Why is there a switch from Ethereum (ETH) to BSC?
According to experts, the move of assets from the old smart contract network may be due to the desire to escape high gas fees. A fee is paid for every transaction performed on public ledgers such as Ethereum and BSC. Gas fees are higher on Ethereum, especially for users using smart contracts.
Analysis of the latest gas fee trends on Etherscan shows network fees fluctuating. It also reveals that it has generally been higher in the past weeks. As of May 17, Gas fees stood at 43 gwei, or about $1.59 for simple transfers. Meanwhile, BscScan data shows that users have to pay 3 gwei for transfers, regardless of the urgency of the transaction. When analyzed in dollar terms, the difference in gas fees between Ethereum and BSC is clearly visible. It also explains why users are looking for alternatives. Accordingly, users are moving their assets to alternative Blockchains such as BSC, which have lower Gas fees than Ethereum.
Cause PEPE FOMO?
It’s possible to partly attribute the recent rise in Ethereum gas fees to the hype surrounding a meme coin, PEPE. PEPE boosted demand and pushed on-chain activity further. That’s why Ethereum gas fees have risen in parallel. According to Y-Charts, gas fees on Ethereum rose from $43 on April 22 to $155 as of May 5, 2023.
The unprecedented demand for PEPE due to fear of loss (FOMO) coincided with an almost exponential rise in wages from the last week of April to the beginning of May. This increase underlined the scalability challenges Ethereum faced during times of increased activity. Gas fees fluctuate depending on network activity. This is one of the main reasons developers want to integrate long-lasting solutions, including on-chain and off-chain scaling methods.

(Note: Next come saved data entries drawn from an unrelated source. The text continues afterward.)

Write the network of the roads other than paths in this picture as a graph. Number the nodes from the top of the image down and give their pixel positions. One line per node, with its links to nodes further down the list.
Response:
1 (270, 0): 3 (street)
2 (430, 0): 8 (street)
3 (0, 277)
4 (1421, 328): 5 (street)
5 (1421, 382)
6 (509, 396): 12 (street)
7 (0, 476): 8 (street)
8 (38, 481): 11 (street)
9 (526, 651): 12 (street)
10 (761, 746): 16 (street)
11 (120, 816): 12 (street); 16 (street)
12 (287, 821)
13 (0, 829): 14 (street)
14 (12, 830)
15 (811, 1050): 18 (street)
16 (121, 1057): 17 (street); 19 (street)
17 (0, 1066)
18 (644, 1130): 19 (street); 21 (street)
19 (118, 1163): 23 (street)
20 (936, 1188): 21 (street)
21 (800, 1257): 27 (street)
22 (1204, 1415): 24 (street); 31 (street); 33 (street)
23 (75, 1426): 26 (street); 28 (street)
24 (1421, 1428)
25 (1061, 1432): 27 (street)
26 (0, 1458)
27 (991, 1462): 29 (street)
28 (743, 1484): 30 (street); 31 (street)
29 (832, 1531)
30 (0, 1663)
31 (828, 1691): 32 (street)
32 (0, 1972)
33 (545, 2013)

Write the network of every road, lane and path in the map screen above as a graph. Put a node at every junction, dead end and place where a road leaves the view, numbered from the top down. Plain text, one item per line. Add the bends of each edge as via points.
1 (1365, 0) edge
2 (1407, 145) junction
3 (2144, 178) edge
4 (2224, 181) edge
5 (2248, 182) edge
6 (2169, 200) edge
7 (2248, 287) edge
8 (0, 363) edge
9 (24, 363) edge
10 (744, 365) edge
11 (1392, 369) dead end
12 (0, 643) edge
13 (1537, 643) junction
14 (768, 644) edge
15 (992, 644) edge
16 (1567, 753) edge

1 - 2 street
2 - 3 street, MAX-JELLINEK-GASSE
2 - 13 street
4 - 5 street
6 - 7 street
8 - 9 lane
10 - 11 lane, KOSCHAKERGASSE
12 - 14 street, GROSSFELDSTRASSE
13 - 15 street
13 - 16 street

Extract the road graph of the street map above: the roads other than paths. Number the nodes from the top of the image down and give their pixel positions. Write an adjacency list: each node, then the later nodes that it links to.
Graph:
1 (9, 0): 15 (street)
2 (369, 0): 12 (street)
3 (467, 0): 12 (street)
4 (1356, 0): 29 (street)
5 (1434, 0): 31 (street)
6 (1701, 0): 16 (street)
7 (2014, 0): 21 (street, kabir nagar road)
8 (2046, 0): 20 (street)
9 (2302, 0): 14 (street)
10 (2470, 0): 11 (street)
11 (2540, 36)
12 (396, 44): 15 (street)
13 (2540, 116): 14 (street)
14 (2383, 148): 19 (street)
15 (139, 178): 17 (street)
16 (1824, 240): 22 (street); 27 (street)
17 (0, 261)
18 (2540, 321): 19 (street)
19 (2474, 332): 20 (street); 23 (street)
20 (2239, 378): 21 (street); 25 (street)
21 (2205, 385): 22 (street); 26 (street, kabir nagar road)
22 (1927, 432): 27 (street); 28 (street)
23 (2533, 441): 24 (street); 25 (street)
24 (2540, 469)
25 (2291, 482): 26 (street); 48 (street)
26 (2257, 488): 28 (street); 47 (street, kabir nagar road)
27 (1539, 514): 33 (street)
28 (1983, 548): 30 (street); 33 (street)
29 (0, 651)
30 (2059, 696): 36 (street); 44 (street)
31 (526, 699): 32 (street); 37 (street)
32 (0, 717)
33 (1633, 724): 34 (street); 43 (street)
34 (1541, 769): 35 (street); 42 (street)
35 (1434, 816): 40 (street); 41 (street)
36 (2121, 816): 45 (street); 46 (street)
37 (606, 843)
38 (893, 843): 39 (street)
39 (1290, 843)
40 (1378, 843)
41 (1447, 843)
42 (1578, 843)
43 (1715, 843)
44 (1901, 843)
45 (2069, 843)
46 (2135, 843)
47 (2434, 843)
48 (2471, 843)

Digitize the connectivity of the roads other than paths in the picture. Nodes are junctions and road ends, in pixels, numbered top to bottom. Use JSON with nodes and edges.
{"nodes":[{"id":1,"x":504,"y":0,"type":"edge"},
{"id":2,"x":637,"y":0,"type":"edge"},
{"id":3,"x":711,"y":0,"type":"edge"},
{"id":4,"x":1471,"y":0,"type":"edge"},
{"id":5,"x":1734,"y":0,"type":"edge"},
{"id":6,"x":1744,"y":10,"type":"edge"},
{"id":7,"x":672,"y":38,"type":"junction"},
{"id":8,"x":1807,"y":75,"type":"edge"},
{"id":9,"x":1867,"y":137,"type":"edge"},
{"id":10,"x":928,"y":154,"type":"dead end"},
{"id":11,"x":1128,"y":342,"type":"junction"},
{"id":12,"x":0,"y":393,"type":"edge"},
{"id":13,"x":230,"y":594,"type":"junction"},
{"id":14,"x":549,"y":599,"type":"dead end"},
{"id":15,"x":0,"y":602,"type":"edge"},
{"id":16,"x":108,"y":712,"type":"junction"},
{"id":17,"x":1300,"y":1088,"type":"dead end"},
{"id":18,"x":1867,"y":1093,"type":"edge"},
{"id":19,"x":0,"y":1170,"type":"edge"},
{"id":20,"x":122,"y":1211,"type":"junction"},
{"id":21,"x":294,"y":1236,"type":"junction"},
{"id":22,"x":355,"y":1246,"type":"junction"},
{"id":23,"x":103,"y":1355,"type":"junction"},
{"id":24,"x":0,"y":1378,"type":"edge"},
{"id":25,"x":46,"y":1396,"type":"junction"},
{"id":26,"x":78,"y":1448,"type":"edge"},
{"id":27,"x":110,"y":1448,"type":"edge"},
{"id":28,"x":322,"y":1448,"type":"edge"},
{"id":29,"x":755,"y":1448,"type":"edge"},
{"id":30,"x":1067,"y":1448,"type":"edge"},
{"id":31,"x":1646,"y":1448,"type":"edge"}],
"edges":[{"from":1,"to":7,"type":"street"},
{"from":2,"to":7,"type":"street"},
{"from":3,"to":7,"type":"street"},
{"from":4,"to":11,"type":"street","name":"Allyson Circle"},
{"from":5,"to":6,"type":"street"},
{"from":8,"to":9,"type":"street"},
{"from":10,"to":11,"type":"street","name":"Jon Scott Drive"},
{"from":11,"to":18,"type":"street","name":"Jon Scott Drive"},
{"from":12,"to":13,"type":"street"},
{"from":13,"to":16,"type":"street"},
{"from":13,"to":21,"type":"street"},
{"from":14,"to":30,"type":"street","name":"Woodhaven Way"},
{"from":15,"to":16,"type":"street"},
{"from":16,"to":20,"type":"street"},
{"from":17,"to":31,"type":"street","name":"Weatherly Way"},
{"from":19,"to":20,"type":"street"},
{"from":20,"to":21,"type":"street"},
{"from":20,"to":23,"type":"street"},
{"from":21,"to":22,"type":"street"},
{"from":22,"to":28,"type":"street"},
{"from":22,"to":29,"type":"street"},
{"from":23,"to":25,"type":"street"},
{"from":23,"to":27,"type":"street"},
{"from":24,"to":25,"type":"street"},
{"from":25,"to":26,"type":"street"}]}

Ethereum has ‘Sharding’ on its roadmap
According to the roadmap, Ethereum will introduce Sharding, where the network will be divided into sections called “shards”. Shards are sub-nets that will form part of the entire Ethereum Blockchain. Each Shard will process transactions independently. But it will stick to other Shards. In this system, Ethereum developers hope to reduce fees by scaling transaction processing throughput on-chain. Meanwhile, Shards remains an idea and the team is working on it. Given this situation, layer-2 scaling options are gaining interest as a way to increase scalability by redirecting transactions to an off-chain platform, relaxing the underlying Blockchain and reducing transaction fees.
L2Beat shows that there are currently more than 20 layer-2 scaling options aimed at scaling the mainnet. Arbitrum and Optimism are two of the most active general purpose platforms for deploying smart contracts and decentralized applications. Optimism and Arbitrum control over $7.5 billion in assets as measured by total value locked (TVL).
Optimism will release “bedrock” via a hard fork in early June 2023. This upgrade aims to increase scalability, improve transaction speeds and reduce gas fees in the off-chain solution. With these improvements, Optimism was able to raise its TVL even higher. Thus, it hopes to gain a larger market share.